BEGIN

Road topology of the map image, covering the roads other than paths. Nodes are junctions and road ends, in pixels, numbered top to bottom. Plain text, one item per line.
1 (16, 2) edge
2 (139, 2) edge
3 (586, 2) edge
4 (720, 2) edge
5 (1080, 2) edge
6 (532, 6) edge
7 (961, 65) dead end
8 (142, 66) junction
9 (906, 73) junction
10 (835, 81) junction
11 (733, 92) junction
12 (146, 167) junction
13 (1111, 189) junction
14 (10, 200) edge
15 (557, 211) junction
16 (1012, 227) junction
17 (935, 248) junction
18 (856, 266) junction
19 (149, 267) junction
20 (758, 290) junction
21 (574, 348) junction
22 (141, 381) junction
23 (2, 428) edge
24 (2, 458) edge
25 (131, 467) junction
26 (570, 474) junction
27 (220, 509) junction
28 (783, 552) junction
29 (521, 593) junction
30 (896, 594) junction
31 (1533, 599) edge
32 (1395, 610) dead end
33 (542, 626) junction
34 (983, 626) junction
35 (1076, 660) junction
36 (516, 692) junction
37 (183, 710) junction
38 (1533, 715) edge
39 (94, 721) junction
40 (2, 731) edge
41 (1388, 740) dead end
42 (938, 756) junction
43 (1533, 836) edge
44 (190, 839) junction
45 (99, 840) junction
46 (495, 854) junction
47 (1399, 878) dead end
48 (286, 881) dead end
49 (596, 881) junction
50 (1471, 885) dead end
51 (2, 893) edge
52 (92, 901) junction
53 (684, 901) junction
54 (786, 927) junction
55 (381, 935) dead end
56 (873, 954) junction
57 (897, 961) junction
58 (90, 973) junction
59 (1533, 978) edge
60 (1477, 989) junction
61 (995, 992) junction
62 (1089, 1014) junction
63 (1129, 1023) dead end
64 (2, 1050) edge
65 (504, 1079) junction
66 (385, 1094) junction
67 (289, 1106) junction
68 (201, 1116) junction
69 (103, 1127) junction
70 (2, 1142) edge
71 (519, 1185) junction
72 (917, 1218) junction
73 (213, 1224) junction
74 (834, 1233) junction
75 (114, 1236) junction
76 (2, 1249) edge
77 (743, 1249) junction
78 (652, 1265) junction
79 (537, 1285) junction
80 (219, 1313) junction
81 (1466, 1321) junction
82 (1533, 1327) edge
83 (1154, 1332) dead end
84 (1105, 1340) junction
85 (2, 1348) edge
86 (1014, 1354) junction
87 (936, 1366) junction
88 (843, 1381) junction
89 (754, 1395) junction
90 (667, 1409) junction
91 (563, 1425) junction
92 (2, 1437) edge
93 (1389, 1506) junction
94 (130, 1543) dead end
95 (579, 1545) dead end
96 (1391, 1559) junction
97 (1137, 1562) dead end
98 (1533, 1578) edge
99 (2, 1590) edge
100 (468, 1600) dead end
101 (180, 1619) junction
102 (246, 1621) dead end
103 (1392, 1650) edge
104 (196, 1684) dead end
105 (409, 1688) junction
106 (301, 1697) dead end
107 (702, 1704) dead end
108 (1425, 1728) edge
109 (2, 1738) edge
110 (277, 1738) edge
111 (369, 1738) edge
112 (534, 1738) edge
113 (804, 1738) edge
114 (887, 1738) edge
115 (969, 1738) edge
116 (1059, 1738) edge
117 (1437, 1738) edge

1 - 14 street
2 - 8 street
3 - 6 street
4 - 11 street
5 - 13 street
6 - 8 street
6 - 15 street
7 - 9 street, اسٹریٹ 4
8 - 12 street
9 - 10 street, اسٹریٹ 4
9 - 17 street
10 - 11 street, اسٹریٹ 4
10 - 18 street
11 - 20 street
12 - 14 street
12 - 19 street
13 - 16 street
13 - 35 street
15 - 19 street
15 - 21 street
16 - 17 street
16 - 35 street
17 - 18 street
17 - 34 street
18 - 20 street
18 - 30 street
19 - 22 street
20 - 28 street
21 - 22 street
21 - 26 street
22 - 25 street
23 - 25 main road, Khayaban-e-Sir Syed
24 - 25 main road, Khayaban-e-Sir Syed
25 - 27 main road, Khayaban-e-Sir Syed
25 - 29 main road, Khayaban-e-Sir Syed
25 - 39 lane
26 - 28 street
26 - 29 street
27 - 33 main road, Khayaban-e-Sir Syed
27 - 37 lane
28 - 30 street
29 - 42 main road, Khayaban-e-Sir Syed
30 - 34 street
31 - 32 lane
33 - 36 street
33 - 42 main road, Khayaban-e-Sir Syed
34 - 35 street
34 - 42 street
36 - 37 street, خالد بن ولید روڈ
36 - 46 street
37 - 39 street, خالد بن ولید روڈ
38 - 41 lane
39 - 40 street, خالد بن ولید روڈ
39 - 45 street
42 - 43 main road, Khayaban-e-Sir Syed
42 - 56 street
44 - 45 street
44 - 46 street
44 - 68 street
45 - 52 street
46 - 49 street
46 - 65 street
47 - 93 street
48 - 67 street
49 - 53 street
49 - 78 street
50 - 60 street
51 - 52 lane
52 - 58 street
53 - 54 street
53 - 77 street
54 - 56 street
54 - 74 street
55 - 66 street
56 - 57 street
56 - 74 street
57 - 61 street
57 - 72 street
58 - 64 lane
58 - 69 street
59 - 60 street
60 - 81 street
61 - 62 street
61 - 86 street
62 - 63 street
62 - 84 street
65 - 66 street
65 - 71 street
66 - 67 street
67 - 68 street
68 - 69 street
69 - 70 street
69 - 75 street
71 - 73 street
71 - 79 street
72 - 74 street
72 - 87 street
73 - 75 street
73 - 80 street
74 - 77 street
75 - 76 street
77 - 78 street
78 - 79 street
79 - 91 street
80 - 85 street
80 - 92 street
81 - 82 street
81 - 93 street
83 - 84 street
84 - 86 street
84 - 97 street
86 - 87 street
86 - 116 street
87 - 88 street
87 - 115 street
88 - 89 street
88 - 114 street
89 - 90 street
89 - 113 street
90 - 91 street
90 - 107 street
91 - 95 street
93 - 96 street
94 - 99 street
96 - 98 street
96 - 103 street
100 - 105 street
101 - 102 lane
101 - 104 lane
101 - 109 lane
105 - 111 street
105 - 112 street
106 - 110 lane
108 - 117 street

END

▸ **HOW TO COMPLETE THIS TASK**
Count the lines of the listing that contain the word "خالد", and give only the number.

▸ **SOLUTION FOR THIS EXERCISE**
3